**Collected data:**
=== Begin Enclosure ===

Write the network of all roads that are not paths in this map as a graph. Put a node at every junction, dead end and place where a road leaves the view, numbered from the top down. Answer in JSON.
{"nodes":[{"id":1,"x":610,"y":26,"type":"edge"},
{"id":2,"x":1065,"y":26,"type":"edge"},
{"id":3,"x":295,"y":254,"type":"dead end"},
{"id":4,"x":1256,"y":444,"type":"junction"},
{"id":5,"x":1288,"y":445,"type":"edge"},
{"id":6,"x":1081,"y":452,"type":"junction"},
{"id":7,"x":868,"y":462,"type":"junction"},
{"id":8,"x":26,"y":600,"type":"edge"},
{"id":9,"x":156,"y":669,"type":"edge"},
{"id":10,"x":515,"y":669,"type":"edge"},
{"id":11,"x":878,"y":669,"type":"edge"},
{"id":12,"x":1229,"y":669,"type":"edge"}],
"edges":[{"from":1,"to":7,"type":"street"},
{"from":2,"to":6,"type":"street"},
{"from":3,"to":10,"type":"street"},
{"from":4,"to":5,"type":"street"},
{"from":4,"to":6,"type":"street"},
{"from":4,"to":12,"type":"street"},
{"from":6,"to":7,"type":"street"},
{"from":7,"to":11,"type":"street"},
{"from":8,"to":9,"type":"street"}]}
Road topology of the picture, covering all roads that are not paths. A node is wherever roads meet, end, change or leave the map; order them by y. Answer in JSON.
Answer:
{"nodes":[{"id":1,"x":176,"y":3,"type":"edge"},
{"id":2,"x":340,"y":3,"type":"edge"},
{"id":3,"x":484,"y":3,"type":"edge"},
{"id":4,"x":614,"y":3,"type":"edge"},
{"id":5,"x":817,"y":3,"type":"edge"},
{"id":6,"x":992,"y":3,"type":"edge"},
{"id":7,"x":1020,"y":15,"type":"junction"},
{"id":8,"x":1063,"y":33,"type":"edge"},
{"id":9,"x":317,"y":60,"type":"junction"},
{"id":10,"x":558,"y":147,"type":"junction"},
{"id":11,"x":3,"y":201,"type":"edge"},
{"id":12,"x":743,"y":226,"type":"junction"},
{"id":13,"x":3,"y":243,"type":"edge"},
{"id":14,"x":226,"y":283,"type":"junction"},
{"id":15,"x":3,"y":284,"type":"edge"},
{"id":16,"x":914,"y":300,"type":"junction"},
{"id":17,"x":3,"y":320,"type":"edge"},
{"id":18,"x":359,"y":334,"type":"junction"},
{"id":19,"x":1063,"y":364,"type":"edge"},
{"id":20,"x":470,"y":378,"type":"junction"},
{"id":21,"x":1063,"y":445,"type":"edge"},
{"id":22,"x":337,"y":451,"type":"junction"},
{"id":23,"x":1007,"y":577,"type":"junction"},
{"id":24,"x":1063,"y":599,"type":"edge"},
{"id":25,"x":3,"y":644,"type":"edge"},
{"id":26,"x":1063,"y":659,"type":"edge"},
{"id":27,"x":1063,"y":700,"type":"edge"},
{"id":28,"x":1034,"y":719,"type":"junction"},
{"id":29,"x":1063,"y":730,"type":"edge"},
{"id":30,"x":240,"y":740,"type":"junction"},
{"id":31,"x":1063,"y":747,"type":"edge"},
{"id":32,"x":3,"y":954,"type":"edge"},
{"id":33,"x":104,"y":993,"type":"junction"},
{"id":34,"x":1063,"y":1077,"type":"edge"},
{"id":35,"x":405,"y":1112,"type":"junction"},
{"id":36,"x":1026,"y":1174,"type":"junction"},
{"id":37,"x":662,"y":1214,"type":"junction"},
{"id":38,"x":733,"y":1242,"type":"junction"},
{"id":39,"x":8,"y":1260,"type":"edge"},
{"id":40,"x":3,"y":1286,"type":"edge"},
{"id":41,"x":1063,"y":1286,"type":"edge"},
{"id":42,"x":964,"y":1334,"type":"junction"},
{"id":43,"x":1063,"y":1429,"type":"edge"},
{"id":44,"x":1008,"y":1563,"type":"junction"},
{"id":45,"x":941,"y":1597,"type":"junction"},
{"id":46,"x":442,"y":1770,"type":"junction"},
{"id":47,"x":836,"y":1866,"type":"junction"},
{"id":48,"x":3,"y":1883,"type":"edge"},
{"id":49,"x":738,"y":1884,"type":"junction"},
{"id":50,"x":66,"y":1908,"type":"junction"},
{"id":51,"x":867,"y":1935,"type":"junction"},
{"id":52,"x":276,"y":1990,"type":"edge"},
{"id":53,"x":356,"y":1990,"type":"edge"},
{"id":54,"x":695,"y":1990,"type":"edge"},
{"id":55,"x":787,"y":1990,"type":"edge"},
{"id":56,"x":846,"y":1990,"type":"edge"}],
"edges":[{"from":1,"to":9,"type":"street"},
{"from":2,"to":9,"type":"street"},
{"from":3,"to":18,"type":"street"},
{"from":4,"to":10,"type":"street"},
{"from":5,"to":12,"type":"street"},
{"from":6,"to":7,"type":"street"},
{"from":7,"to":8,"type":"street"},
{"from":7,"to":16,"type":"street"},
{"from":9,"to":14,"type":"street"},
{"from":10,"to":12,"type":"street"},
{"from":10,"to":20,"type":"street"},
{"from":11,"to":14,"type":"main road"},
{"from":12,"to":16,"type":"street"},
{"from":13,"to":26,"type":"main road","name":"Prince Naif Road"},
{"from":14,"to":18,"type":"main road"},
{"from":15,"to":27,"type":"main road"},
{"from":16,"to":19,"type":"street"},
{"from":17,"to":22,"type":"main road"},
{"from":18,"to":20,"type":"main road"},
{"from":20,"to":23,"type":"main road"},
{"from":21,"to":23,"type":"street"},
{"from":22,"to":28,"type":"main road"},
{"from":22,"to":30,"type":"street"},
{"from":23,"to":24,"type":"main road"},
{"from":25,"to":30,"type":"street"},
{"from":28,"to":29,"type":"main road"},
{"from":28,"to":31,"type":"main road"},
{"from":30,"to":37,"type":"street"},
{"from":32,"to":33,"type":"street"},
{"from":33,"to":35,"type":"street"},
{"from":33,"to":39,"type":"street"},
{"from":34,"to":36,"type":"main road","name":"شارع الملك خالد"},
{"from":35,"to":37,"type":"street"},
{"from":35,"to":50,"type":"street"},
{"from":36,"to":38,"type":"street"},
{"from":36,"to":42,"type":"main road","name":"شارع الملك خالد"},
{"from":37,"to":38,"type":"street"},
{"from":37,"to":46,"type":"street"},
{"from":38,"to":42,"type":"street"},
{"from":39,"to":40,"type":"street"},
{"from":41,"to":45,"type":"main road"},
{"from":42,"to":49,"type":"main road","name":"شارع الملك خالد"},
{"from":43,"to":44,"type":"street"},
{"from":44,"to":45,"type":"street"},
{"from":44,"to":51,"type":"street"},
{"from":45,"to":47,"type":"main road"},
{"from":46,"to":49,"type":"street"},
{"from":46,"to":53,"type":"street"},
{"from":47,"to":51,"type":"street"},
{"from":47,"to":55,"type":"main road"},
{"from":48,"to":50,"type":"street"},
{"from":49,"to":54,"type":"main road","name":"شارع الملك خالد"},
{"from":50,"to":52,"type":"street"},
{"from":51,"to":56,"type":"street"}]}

=== End Enclosure ===

**TASK REQUIREMENTS:** Wherever the string "edges" occurs in the records above, copy that line.

**COMPLETED EXERCISE:**
"edges":[{"from":1,"to":7,"type":"street"},
"edges":[{"from":1,"to":9,"type":"street"},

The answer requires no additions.